I’ve been working on a few articles over on Unretirement Project about caregiving. One of them focuses on how employee caregivers can talk with their managers about their caregiving responsibilities. But it occurred to me as I was writing that article, it can be tough for managers to remember all of the different types of flexible work and scheduling that organizations have to consider. So, I thought it might be good to start a list.
Of course, the options available are going to vary based on the job. And even when there are multiple options to choose from, there will be pros and cons. But the point here is to make sure organizations are considering all of their options.
- Telecommuting means working from home. Organizations and employees need to think about what a work from home arrangement would involve in terms of technology, data security, in-person meetings, etc. Remote work means working outside of the office, which may or may not be at home.

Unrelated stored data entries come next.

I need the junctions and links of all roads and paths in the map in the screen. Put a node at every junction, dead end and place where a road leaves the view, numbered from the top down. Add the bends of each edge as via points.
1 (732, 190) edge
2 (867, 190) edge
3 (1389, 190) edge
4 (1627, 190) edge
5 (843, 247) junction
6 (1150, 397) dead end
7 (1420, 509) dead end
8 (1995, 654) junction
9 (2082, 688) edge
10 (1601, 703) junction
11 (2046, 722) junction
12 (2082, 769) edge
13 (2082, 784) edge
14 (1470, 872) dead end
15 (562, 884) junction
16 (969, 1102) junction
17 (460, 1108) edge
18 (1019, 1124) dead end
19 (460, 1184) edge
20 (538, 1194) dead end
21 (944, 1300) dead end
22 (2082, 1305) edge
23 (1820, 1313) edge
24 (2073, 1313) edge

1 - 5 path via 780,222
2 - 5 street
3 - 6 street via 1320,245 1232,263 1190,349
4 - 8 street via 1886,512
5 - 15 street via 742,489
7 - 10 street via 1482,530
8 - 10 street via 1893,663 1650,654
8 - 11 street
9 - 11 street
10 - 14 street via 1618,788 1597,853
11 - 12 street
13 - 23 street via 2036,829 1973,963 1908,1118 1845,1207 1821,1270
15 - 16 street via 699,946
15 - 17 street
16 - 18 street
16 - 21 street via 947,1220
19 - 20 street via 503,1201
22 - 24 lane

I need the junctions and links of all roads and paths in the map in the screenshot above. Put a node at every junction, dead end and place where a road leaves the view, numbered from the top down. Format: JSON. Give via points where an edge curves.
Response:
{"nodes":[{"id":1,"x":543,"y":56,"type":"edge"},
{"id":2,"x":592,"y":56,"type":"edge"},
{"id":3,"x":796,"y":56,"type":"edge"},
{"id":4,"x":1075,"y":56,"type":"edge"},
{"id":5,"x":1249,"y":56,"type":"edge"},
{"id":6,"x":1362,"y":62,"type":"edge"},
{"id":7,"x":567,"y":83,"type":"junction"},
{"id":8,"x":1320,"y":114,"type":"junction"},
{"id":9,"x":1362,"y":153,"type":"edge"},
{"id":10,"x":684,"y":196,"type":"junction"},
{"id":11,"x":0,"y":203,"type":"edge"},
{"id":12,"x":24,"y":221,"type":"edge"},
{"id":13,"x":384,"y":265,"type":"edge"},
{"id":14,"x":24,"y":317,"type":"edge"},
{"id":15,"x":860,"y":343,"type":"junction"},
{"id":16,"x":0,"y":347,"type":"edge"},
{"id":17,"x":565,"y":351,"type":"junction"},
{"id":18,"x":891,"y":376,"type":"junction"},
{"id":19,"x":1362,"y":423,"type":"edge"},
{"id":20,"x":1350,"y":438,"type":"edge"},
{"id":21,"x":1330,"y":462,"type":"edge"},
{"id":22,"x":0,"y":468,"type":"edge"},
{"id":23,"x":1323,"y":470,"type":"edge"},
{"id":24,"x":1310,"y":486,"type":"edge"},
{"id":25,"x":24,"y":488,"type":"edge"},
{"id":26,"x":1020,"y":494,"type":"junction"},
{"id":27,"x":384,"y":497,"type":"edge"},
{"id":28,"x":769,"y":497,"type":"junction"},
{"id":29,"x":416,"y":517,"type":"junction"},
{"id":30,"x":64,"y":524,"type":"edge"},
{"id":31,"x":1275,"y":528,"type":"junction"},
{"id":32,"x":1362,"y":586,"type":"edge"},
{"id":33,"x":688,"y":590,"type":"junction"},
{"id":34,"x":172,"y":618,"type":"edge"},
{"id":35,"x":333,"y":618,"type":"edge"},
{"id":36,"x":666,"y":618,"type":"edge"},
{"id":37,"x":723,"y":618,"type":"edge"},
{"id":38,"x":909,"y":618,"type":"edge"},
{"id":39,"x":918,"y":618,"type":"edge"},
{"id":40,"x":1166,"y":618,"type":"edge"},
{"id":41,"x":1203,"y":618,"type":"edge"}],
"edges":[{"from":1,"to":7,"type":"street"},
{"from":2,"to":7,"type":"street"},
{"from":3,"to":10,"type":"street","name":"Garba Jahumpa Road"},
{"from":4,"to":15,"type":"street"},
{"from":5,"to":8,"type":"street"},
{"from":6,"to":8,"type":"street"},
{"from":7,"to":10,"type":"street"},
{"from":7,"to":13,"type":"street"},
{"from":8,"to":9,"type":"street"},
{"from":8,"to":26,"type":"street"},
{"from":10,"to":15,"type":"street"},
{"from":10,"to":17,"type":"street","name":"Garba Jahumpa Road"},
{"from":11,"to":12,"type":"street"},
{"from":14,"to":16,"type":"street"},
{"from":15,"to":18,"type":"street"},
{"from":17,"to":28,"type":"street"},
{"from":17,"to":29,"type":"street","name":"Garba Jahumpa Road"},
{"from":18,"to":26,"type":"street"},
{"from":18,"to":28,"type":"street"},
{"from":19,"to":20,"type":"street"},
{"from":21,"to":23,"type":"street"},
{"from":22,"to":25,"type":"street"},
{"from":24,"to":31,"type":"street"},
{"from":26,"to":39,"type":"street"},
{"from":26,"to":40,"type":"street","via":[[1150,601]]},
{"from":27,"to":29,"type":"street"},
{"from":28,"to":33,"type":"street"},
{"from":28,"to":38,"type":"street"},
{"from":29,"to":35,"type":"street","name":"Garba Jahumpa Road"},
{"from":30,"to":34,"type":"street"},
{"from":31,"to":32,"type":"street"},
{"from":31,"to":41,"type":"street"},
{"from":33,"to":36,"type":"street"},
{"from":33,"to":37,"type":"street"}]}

- Compressed work weeks are when employees work four 10-hour days instead of five 8-hour days. The idea is that employees work the same amount of time in fewer days. I’ve worked for companies where employees who worked second or third shift received the benefit of a compressed work week.
- Flexible hours can be defined as employees who come in early and leave early OR come in late and stay late. Many organizations accommodate employee family requests in this way. There’s also a subset of flexible hours that might include a mealtime flex or vacationflex (i.e. unlimited vacation time).
- Job sharing takes place when two people work part-time instead of one person working full-time. I heard a story recently where two full-time school principals were planning their semi-retirement and decided to job share instead of fully retire.
- Part-time employment most of us are familiar with. It means a less than full-time workload and schedule. On-call or seasonal work isn’t guaranteed at the same levels as full-time or part-time, but it does offer employees the ability to have control over their schedules.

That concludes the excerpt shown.